Micheline Jobin, cette résidente de Candiac en litige avec Hydro-Québec pour un bris électrique, a appris après des semaines d’attente que la Régie de l’énergie ne pouvait rien pour elle.

La femme de 68 ans du secteur C devait comparaître le 23 avril pour régler ce litige qui dure depuis près d’un an entourant un bris survenu durant l’installation de son nouveau compteur intelligent.

«Quand j’ai envoyé ma plainte à la régie, on m’a donné une date de convocation et personne ne m’a dit que l’organisation ne s’occupait pas des dommages, mais uniquement de la distribution, explique Mme Jobin. Avoir su, je n’aurais pas perdu tout ce temps.»

Celle qui au départ se représentait seule en a été informée lorsqu’elle a fait appel aux services de l’avocate Joane Poulin.

«Vous devriez voir le nombre de jugements qui concluent que la personne n’était pas à la bonne place, se consterne l’avocate. C’est assez abominable. Il y a clairement quelqu’un qui ne fait pas sa job quelque part.»

À la Régie de l’énergie, Me Véronique Dubois pense au contraire qu’il aurait été de la compétence du régisseur de statuer sur une partie du litige.

Conditions de service

«En vertu des conditions de services et tarifs, on a clairement affaire à une question de responsabilité, dit Mme Dubois. Je ne dis pas que Mme Jobin aurait pu être indemnisée pour toutes les réclamations qu’elle faisait (remise en état du terrain, reconstruction du patio, etc.), mais la question aurait été de déterminer qui était responsable de voir à l’entretien et à la réparation du câble.»
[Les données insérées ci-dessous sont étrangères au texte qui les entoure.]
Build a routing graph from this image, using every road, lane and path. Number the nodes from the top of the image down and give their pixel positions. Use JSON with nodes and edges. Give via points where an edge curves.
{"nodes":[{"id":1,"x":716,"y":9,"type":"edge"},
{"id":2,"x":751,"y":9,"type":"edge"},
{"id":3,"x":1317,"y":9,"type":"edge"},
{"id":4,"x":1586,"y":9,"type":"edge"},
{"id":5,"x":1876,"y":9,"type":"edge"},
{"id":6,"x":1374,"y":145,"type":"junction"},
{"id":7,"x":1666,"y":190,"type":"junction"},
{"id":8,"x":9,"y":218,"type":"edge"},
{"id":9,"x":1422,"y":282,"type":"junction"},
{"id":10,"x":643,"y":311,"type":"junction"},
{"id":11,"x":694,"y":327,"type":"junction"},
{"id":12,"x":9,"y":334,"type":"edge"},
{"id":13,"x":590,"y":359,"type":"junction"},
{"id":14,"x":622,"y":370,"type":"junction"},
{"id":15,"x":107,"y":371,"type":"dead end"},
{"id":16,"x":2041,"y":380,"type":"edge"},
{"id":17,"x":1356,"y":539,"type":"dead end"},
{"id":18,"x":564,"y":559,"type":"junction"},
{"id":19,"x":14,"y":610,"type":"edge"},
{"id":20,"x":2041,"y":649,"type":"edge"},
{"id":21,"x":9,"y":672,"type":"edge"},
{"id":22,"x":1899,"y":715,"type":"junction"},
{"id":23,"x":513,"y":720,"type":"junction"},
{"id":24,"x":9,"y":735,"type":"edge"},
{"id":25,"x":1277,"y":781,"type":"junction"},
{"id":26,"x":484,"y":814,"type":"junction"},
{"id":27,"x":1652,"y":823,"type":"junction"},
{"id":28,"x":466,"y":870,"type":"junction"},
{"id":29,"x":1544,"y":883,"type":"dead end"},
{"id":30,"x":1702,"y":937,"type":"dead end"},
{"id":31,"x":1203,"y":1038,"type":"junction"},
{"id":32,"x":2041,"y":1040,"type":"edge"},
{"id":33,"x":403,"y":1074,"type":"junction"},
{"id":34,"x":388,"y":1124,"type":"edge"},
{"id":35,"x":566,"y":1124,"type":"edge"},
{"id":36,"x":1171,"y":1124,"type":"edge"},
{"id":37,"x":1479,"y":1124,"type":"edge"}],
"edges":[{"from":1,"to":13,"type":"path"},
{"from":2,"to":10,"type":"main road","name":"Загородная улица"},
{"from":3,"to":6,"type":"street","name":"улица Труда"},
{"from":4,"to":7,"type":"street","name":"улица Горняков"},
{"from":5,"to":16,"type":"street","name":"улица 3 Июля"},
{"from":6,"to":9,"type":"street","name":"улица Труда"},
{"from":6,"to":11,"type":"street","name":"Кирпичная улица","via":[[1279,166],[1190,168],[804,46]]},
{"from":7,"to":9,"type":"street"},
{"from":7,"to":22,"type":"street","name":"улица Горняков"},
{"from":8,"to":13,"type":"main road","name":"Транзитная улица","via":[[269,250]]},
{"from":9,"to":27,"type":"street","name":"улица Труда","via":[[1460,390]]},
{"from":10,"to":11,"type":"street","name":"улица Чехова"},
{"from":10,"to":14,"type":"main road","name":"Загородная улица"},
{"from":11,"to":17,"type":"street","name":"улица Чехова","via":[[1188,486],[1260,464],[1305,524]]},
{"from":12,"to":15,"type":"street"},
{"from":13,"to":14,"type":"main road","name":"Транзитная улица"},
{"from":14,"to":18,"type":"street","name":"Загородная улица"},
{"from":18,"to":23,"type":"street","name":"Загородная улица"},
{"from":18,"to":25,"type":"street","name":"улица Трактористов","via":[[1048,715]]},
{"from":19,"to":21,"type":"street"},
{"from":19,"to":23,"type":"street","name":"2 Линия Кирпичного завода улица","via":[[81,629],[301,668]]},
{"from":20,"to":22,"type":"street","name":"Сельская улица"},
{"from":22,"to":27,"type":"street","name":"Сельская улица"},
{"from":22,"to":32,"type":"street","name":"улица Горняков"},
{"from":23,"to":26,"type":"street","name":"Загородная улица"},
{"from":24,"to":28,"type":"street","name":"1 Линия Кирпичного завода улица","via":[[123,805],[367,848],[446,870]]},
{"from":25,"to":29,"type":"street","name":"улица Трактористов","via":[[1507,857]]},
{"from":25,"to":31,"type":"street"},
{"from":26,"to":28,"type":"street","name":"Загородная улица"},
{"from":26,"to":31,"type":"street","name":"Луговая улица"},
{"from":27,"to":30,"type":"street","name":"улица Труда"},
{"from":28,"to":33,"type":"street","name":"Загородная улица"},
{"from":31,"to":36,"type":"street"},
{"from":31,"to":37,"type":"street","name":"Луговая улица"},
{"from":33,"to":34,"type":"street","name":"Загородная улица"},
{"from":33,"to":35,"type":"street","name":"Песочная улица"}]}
Selon les Conditions de services d’électricité approuvées par la Régie de l’énergie, il est prévu qu’Hydro-Québec doit fournir et installer le branchement distributeur jusqu’au point de raccordement. Elles prévoient cependant que les clients doivent «procéder à leurs frais à l’entretien et au remplacement des ouvrages civils et des équipements nécessaires à l’alimentation, notamment lorsque le branchement distributeur est souterrain.»

Comme Mme Jobin a retiré sa plainte, Mme Dubois indique que la Régie de l’énergie n’a pas eu en main les documents de preuve d’Hydro-Québec. Elle souligne aussi que l’avocate de la Candiacoise n’est jamais entrée en contact avec la régie.  

Dans les mains des assurances

Sans avoir à passer par les petites créances, Me Poulin atteste que sa cliente pourra être dédommagée par ses assurances.

«En consultant la jurisprudence, mon avocate a constaté qu’il existe depuis quelques années une loi qui dit que si Hydro-Québec fait des dommages, elle n’est pas responsable. Si on peut prouver qu’ils ont fait exprès, là on a des chances, mais autrement, c’est peine perdue», conclut Mme Jobin.